We do most of our playing using the right brain, the right hemisphere is the artistic and creative center, in the first five years of life.
Then we go to school and learn the power of the left brain, the analytical learning center. The problem is then we leave the right brain totally behind. That’s when life also starts to get tough.
Research has shown that playful behaviour indulged in by young children is critical for their development. If kids haven’t worked out the emotional issues appropriate to each stage and haven’t been allowed to be kids, there may be problems later in life.
Children haven’t yet learned to be limited so if they are able to express their unrealized self through play they will unconditionally grow in self acceptance.

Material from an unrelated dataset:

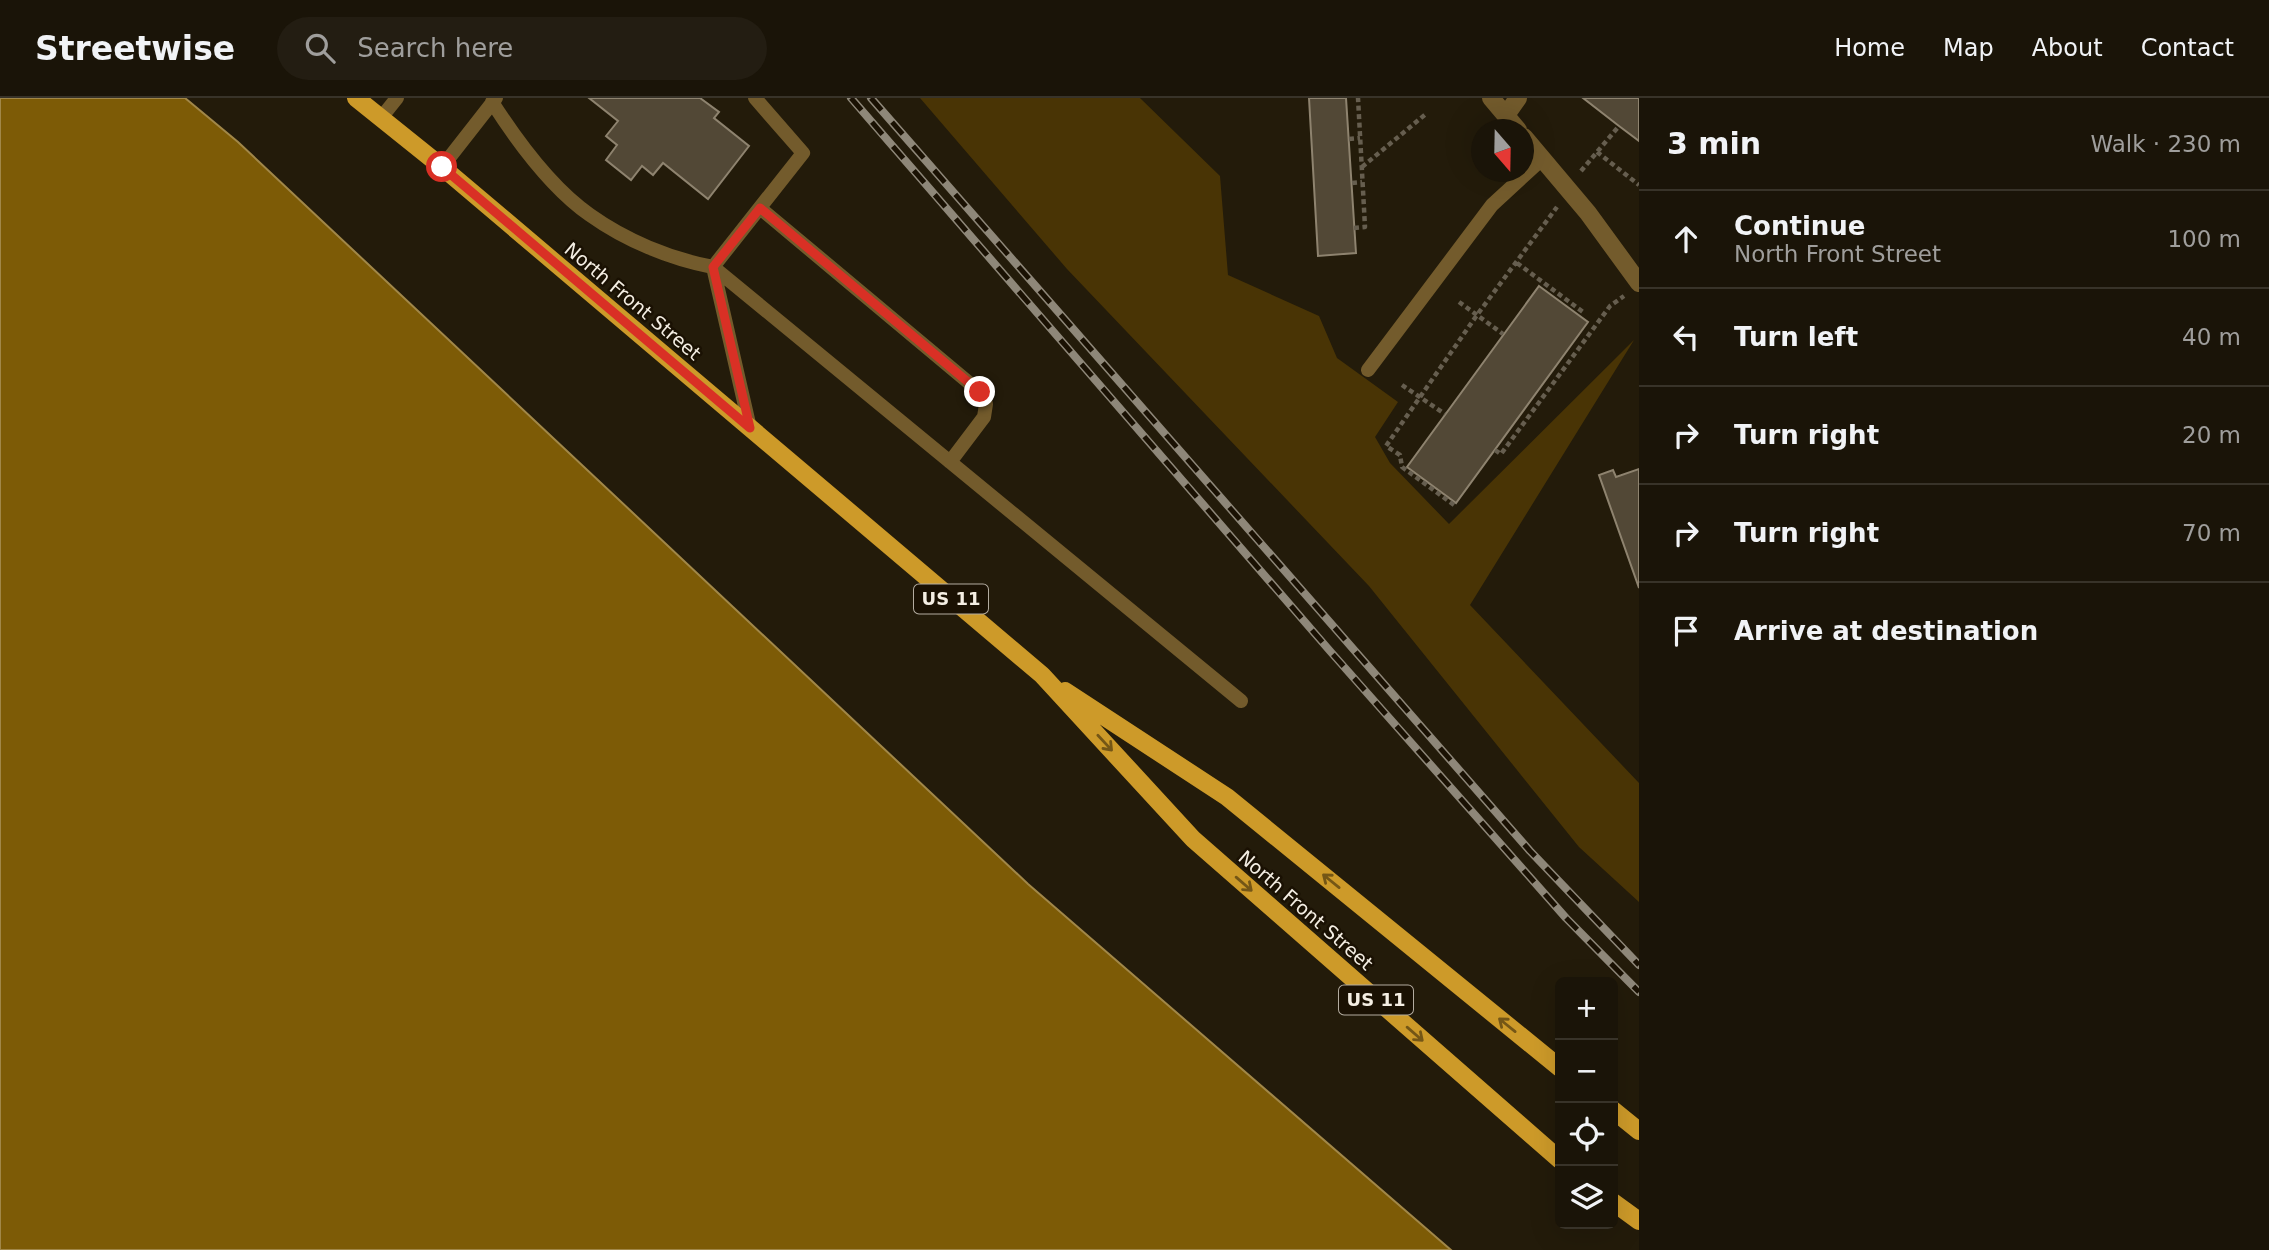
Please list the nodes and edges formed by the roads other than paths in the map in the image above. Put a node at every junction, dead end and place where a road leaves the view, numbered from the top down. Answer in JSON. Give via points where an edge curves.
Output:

In our home, there was spontaneous play – even and especially when times got a bit bumpy.
I remember a poem that had a great impact on me but I don’t recall the author. The poem goes like this:
“I tried to teach my child with books but he gave me puzzled looks. I tried to teach my child with words, they passed him by often unheard. Despairingly I turned aside. How can I teach this child, I cried. Into my hand, he put the key. “Come,” he said. “Play with me.”
When play can be understood as comforting, adventurous and spontaneous, it is morally valuable, actually the stepping stones into security, confidence and the meaning of love.
It is so overlooked that sometimes it gets lost in the foundation of personhood.